Saturday, November 30, 2013

Dainty Little Shoes

                                                                                    Attribution: Warburg
Image: Red Shoes, Prada
Source: Wikimedia Commons (here)

Placed at an unflattering position on the body
But extending a service so noble, what an irony

But wait, man or rather woman had it all worked out
Make it look good, make it look current in fashion
A bee-line to well known shoemakers and be part of the crowd
Royals and celebrities for the same quality brand 
To be a regular at Jimmy Choo’s
Princess Di before and others with fashion sense
Considered to have arrived with such shoes
Announced as as one of Jimmy's clients

But wait again! It served its purpose for what was intended
One just cannot ignore, for it was meant also for protection
Of bare and dainty feet against the vagaries of nature tendered
Heat and cobble-stones and in sports of various extractions
As an accessory  in dressing and finery of elegance
At the work place with steel tips as shoes of safety
But man being man had refused to forget its lowly position
Essentially it relates to the cultures of many societies

Sitting with the soles facing someone in front is insulting
Having one thrown at you is worst, and that happened since

To a President no less
Feelings of hate to be addressed

This happened when shoes were generously thrown
to vent their anger and frustrations
At Saddam’s falling statue as it was pulled down
by none other than its own citizens

Treat it well, with acts of love so refined
Treat it with respect, it then stays at the feet
Treat others with disrespect then one may just find
it flying at one’s face to even out a dictator's misdeeds

Written for Shanyn's hosting at d'Verse with Poetics: A mile in these shoes


  1. Interesting reflection on shoes, Hank. Made me stop to think how shoes are used symbolically.
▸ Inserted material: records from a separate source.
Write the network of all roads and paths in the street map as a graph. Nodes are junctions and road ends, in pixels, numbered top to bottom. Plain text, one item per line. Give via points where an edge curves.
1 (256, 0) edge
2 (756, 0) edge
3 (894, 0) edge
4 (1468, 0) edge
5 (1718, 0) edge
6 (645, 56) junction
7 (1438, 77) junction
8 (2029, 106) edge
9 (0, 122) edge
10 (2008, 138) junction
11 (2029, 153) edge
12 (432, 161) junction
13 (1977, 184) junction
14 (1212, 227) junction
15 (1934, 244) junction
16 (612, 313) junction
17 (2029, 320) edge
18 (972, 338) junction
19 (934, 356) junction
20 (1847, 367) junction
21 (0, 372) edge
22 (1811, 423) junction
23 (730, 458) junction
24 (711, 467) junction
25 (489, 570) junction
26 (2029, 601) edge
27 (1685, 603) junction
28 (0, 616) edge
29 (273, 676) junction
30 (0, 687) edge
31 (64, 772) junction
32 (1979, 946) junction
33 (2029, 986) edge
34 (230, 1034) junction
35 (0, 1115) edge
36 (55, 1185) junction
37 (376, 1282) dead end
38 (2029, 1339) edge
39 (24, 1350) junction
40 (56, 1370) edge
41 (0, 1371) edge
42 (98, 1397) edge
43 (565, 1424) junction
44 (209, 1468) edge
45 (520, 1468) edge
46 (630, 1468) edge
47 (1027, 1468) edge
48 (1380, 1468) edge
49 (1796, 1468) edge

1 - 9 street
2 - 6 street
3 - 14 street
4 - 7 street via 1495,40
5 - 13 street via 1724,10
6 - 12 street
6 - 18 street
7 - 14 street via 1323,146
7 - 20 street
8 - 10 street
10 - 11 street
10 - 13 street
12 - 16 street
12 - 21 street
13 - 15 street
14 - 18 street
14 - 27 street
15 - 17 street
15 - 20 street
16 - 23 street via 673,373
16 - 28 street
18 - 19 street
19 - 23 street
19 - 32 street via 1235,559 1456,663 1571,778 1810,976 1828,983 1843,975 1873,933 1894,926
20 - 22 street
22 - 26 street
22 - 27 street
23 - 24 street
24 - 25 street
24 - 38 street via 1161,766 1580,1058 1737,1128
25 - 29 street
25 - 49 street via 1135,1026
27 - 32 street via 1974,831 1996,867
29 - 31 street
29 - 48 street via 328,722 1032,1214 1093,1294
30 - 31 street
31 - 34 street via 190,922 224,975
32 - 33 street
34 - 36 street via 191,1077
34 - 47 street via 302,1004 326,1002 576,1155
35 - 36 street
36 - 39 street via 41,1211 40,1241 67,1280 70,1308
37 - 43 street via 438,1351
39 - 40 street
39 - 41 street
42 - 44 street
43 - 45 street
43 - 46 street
  2. i dont know that i knew that about the soles facing someone...intriguing fact...i remember the throwing of the shoe from when that man threw one at an ambassador...i def respect my shoes...i need them...i am on them all day....smiles.

  3. this was subtle, in the way that posture can insult.
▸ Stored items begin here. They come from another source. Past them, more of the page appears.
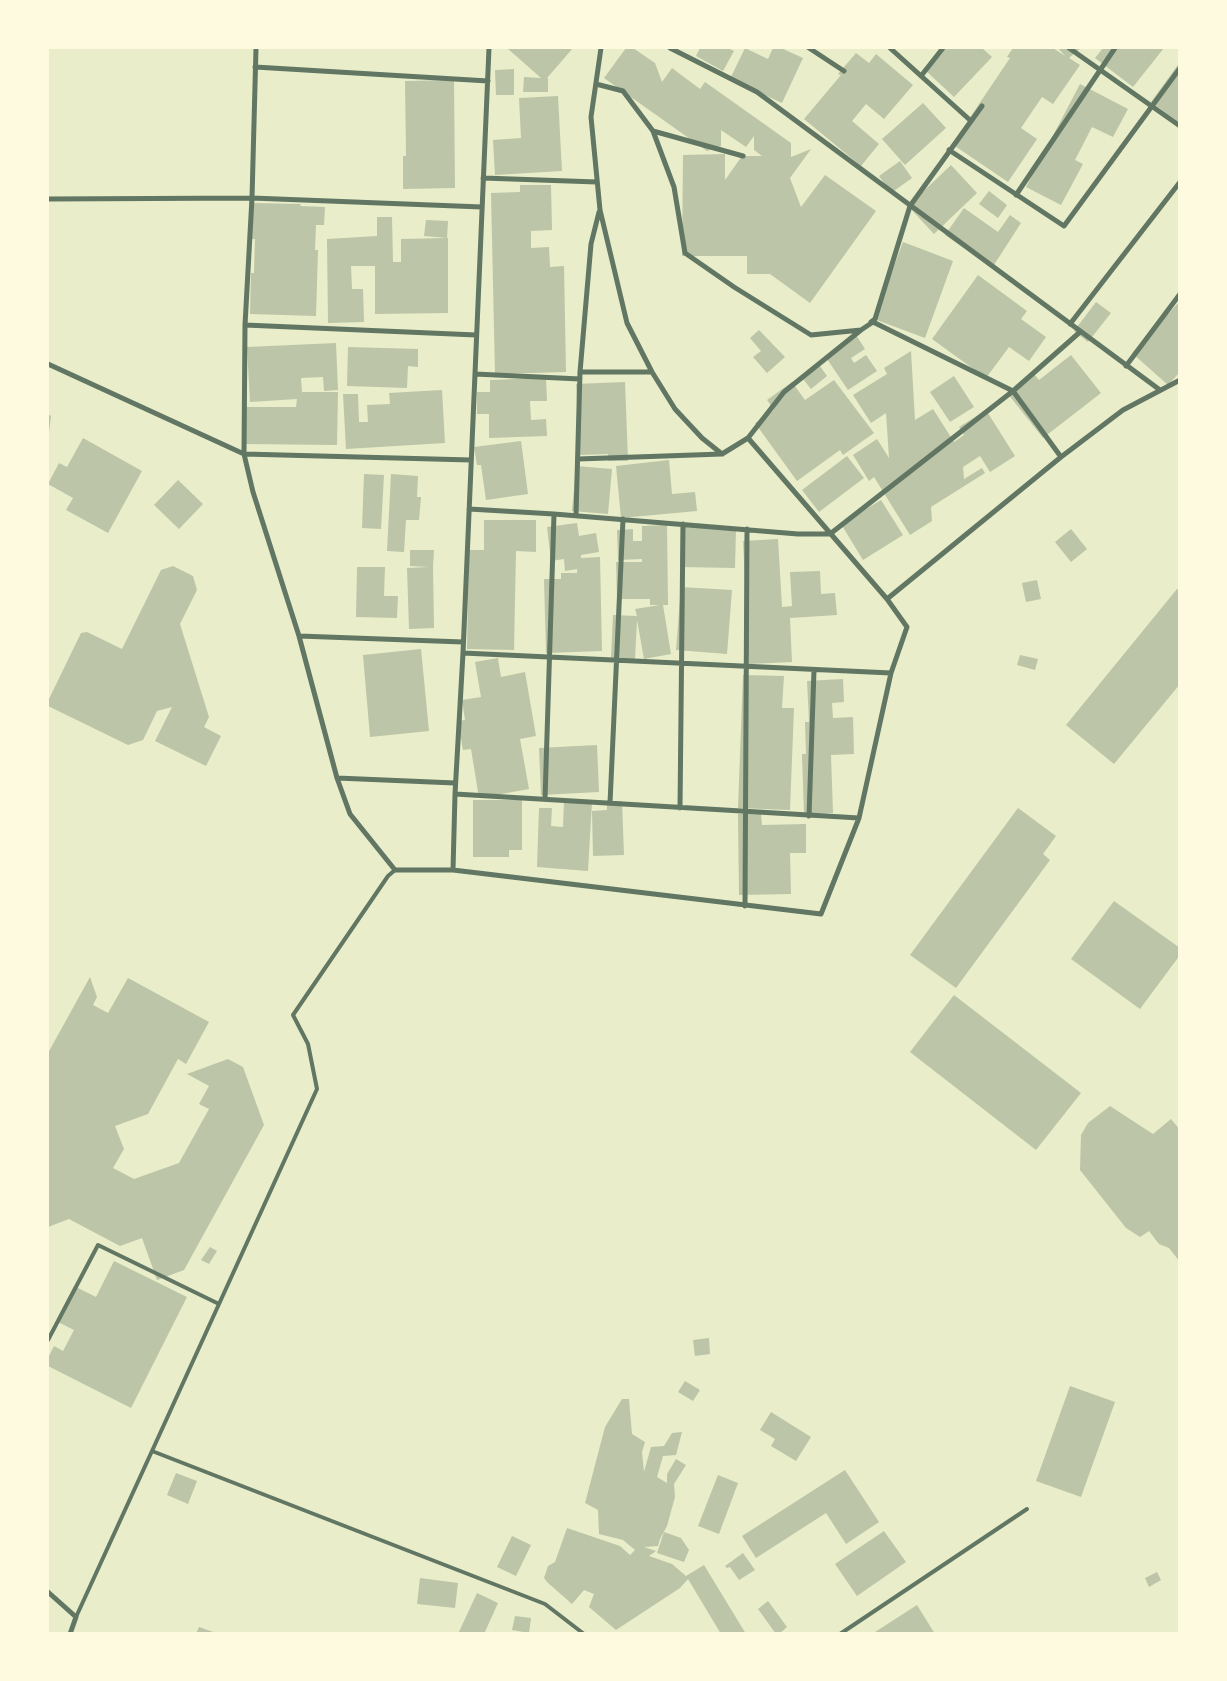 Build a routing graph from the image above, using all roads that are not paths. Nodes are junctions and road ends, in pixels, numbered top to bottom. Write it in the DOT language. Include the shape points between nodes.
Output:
graph roads {
  1 [pos="256,48"];
  2 [pos="489,48"];
  3 [pos="601,48"];
  4 [pos="670,48"];
  5 [pos="809,48"];
  6 [pos="892,48"];
  7 [pos="943,48"];
  8 [pos="1069,48"];
  9 [pos="1115,48"];
  10 [pos="255,67"];
  11 [pos="1180,68"];
  12 [pos="1100,69"];
  13 [pos="844,71"];
  14 [pos="921,76"];
  15 [pos="488,81"];
  16 [pos="596,84"];
  17 [pos="982,106"];
  18 [pos="1152,107"];
  19 [pos="971,121"];
  20 [pos="1180,126"];
  21 [pos="653,131"];
  22 [pos="949,150"];
  23 [pos="744,156"];
  24 [pos="483,178"];
  25 [pos="597,182"];
  26 [pos="1180,182"];
  27 [pos="1016,195"];
  28 [pos="252,198"];
  29 [pos="48,199"];
  30 [pos="910,206"];
  31 [pos="482,207"];
  32 [pos="600,210"];
  33 [pos="1180,294"];
  34 [pos="1070,324"];
  35 [pos="245,325"];
  36 [pos="861,330"];
  37 [pos="1080,332"];
  38 [pos="476,335"];
  39 [pos="48,364"];
  40 [pos="1126,366"];
  41 [pos="580,372"];
  42 [pos="652,372"];
  43 [pos="475,374"];
  44 [pos="580,379"];
  45 [pos="1180,380"];
  46 [pos="1160,390"];
  47 [pos="1013,391"];
  48 [pos="748,438"];
  49 [pos="244,454"];
  50 [pos="722,454"];
  51 [pos="1061,457"];
  52 [pos="578,458"];
  53 [pos="471,460"];
  54 [pos="469,509"];
  55 [pos="554,514"];
  56 [pos="576,516"];
  57 [pos="623,519"];
  58 [pos="683,524"];
  59 [pos="747,529"];
  60 [pos="830,534"];
  61 [pos="887,599"];
  62 [pos="299,636"];
  63 [pos="463,642"];
  64 [pos="463,653"];
  65 [pos="549,657"];
  66 [pos="616,660"];
  67 [pos="681,664"];
  68 [pos="747,667"];
  69 [pos="814,670"];
  70 [pos="891,673"];
  71 [pos="337,778"];
  72 [pos="455,783"];
  73 [pos="455,794"];
  74 [pos="544,799"];
  75 [pos="610,803"];
  76 [pos="680,808"];
  77 [pos="746,812"];
  78 [pos="809,816"];
  79 [pos="859,818"];
  80 [pos="395,870"];
  81 [pos="453,870"];
  82 [pos="745,906"];
  83 [pos="219,1304"];
  84 [pos="48,1340"];
  85 [pos="152,1451"];
  86 [pos="1027,1510"];
  87 [pos="48,1592"];
  88 [pos="76,1617"];
  89 [pos="70,1634"];
  90 [pos="584,1634"];
  91 [pos="840,1634"];
  1 -- 10 [label="street"];
  2 -- 15 [label="street"];
  3 -- 16 [label="street"];
  4 -- 30 [label="street" via="757,92"];
  5 -- 13 [label="street"];
  6 -- 14 [label="street"];
  7 -- 14 [label="street"];
  8 -- 12 [label="street"];
  9 -- 12 [label="street"];
  10 -- 15 [label="street"];
  10 -- 28 [label="street"];
  11 -- 18 [label="street"];
  12 -- 18 [label="street"];
  12 -- 27 [label="street"];
  14 -- 19 [label="street"];
  15 -- 24 [label="street"];
  16 -- 21 [label="street" via="623,91"];
  16 -- 25 [label="street" via="591,117"];
  17 -- 19 [label="street"];
  18 -- 20 [label="street"];
  18 -- 27 [label="street" via="1064,226"];
  19 -- 22 [label="street"];
  21 -- 23 [label="street"];
  21 -- 36 [label="street" via="674,187 685,252 812,335"];
  22 -- 27 [label="street"];
  22 -- 30 [label="street"];
  24 -- 25 [label="street"];
  24 -- 31 [label="street"];
  25 -- 32 [label="street"];
  26 -- 34 [label="street"];
  28 -- 29 [label="street"];
  28 -- 31 [label="street"];
  28 -- 35 [label="street"];
  30 -- 34 [label="street"];
  30 -- 36 [label="street" via="875,319"];
  31 -- 38 [label="street"];
  32 -- 41 [label="street" via="591,244"];
  32 -- 42 [label="street" via="627,323"];
  33 -- 40 [label="street"];
  34 -- 37 [label="street"];
  35 -- 38 [label="street"];
  35 -- 49 [label="street"];
  36 -- 47 [label="street" via="873,322"];
  36 -- 48 [label="street" via="784,392"];
  37 -- 40 [label="street"];
  37 -- 47 [label="street"];
  38 -- 43 [label="street"];
  39 -- 49 [label="street"];
  40 -- 46 [label="street"];
  41 -- 42 [label="street"];
  41 -- 44 [label="street"];
  42 -- 50 [label="street" via="675,409"];
  43 -- 44 [label="street"];
  43 -- 53 [label="street"];
  44 -- 52 [label="street"];
  45 -- 46 [label="street"];
  46 -- 51 [label="street" via="1124,410"];
  47 -- 51 [label="street"];
  47 -- 60 [label="street"];
  48 -- 50 [label="street"];
  48 -- 60 [label="street"];
  49 -- 53 [label="street"];
  49 -- 62 [label="street"];
  50 -- 52 [label="street"];
  51 -- 61 [label="street"];
  52 -- 56 [label="street"];
  53 -- 54 [label="street"];
  54 -- 55 [label="street"];
  54 -- 63 [label="street"];
  55 -- 56 [label="street"];
  55 -- 65 [label="street"];
  56 -- 57 [label="street"];
  57 -- 58 [label="street"];
  57 -- 66 [label="street"];
  58 -- 59 [label="street"];
  58 -- 67 [label="street"];
  59 -- 60 [label="street"];
  59 -- 68 [label="street"];
  60 -- 61 [label="street"];
  61 -- 70 [label="street" via="907,627"];
  62 -- 63 [label="street"];
  62 -- 71 [label="street"];
  63 -- 64 [label="street"];
  64 -- 65 [label="street"];
  64 -- 72 [label="street"];
  65 -- 66 [label="street"];
  65 -- 74 [label="street"];
  66 -- 67 [label="street"];
  66 -- 75 [label="street"];
  67 -- 68 [label="street"];
  67 -- 76 [label="street"];
  68 -- 69 [label="street"];
  68 -- 77 [label="street"];
  69 -- 70 [label="street"];
  69 -- 78 [label="street"];
  70 -- 79 [label="street"];
  71 -- 72 [label="street"];
  71 -- 80 [label="street" via="350,814"];
  72 -- 73 [label="street"];
  73 -- 74 [label="street"];
  73 -- 81 [label="street"];
  74 -- 75 [label="street"];
  75 -- 76 [label="street"];
  76 -- 77 [label="street"];
  77 -- 78 [label="street"];
  77 -- 82 [label="street"];
  78 -- 79 [label="street"];
  79 -- 82 [label="street" via="822,914"];
  80 -- 81 [label="street"];
  80 -- 83 [label="lane" via="293,1015 308,1044 317,1089"];
  81 -- 82 [label="street"];
  83 -- 84 [label="lane" via="98,1245"];
  83 -- 85 [label="lane"];
  85 -- 88 [label="lane"];
  85 -- 90 [label="lane" via="545,1604"];
  86 -- 91 [label="lane"];
  87 -- 88 [label="street"];
  88 -- 89 [label="street"];
}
  4. Well that nice bit of a tribute to the shoe, so worn down but indeed always takes us somewhere. Interesting and enjoyable read! :)
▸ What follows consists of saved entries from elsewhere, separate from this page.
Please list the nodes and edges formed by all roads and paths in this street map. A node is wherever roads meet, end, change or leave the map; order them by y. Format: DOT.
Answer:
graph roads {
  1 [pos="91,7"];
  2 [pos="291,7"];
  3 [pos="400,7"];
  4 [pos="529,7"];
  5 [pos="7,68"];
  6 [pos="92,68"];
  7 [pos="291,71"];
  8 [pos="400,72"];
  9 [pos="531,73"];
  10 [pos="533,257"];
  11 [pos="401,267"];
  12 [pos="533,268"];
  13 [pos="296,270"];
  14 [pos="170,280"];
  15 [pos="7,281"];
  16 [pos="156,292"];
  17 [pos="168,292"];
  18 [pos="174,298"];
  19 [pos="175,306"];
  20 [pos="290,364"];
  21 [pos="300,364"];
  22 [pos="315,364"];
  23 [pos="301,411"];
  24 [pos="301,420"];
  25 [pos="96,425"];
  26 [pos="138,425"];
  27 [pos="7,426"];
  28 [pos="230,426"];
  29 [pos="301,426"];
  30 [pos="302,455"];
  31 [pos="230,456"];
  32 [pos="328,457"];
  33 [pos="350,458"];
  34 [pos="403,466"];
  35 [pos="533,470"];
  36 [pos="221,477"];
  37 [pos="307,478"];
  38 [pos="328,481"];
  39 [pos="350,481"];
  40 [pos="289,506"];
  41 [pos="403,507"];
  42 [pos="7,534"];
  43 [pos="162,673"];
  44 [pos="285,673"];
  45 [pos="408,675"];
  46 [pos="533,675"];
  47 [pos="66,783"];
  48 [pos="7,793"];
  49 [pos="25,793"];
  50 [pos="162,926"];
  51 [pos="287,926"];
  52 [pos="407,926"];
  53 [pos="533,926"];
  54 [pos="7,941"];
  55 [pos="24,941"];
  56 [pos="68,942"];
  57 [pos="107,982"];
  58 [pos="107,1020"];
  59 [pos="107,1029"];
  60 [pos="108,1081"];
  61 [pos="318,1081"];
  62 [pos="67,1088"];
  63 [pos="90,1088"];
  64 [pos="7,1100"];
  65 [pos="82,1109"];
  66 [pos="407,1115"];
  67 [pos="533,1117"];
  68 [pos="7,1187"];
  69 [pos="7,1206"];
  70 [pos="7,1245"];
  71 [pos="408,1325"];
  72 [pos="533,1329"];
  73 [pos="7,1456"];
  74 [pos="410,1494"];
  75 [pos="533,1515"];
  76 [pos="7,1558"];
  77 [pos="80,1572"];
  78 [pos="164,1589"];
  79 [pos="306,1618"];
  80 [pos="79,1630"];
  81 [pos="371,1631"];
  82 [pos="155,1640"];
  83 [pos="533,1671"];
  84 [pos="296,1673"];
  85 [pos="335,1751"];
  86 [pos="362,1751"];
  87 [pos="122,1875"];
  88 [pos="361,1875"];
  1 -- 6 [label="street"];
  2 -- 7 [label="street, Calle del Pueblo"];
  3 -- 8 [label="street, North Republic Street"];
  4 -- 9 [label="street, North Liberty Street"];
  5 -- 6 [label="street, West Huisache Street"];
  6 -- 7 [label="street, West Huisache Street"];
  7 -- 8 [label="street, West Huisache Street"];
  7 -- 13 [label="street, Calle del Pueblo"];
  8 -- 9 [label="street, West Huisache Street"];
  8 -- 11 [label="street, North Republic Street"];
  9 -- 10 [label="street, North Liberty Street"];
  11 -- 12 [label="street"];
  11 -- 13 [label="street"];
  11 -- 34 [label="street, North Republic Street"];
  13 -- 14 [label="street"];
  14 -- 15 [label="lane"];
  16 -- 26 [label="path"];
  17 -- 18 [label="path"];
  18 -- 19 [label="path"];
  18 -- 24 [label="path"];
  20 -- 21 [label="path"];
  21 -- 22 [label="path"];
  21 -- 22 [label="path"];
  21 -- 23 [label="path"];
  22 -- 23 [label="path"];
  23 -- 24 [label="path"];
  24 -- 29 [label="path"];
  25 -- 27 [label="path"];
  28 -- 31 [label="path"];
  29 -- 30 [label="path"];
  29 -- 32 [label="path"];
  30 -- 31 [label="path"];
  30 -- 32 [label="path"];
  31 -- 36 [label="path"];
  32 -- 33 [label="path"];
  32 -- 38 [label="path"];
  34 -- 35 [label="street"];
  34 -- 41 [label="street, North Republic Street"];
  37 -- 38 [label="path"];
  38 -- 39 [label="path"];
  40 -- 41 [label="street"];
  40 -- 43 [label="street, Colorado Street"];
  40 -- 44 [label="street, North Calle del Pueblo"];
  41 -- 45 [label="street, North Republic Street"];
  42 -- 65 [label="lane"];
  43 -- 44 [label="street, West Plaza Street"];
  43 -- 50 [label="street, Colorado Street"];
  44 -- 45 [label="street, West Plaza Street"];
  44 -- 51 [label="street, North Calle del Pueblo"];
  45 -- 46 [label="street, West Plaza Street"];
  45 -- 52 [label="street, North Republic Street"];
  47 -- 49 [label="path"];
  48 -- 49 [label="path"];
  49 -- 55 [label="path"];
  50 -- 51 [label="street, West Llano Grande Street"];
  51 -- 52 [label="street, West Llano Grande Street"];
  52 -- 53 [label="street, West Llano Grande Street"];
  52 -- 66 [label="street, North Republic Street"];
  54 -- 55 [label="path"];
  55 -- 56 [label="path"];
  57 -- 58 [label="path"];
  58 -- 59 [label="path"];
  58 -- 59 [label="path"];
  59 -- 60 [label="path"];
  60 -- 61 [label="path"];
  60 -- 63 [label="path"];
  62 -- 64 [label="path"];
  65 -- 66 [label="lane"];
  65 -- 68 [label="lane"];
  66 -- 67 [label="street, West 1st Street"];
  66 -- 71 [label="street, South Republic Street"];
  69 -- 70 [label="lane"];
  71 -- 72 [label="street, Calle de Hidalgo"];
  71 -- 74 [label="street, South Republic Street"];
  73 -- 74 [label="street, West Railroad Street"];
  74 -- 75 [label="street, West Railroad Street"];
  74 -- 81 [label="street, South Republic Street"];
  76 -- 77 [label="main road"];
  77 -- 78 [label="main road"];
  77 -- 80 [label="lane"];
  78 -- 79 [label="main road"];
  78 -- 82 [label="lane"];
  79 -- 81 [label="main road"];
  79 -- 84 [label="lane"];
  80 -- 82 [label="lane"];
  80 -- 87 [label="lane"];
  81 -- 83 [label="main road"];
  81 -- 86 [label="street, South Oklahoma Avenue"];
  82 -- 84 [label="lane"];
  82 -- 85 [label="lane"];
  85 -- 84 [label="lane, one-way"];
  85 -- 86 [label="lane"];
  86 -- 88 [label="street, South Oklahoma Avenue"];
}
  5. I love all the details you have provided about shoes. I shall avoid acting in a manner that someone will throw a shoe at me, hopefully. That would be most unpleasant. Smiles. An interesting post, Hank.

  6. ... and it's also important to make sure the shoes fit correctly.

  7. lol you know you ticked someone off when you get a shoe thrown at you

  8. wow! you brought it all about the shoes. They are so much protecting us and yes they dese.rve respect

  9. I don't think I'd like a shoe thrown at me..nor would I enjoy
    someone using their shoes to walk on me..I prefer to just
    travel in my own shoes..Hank always a thoughtful response
    to the prompt. Hope you have a good day...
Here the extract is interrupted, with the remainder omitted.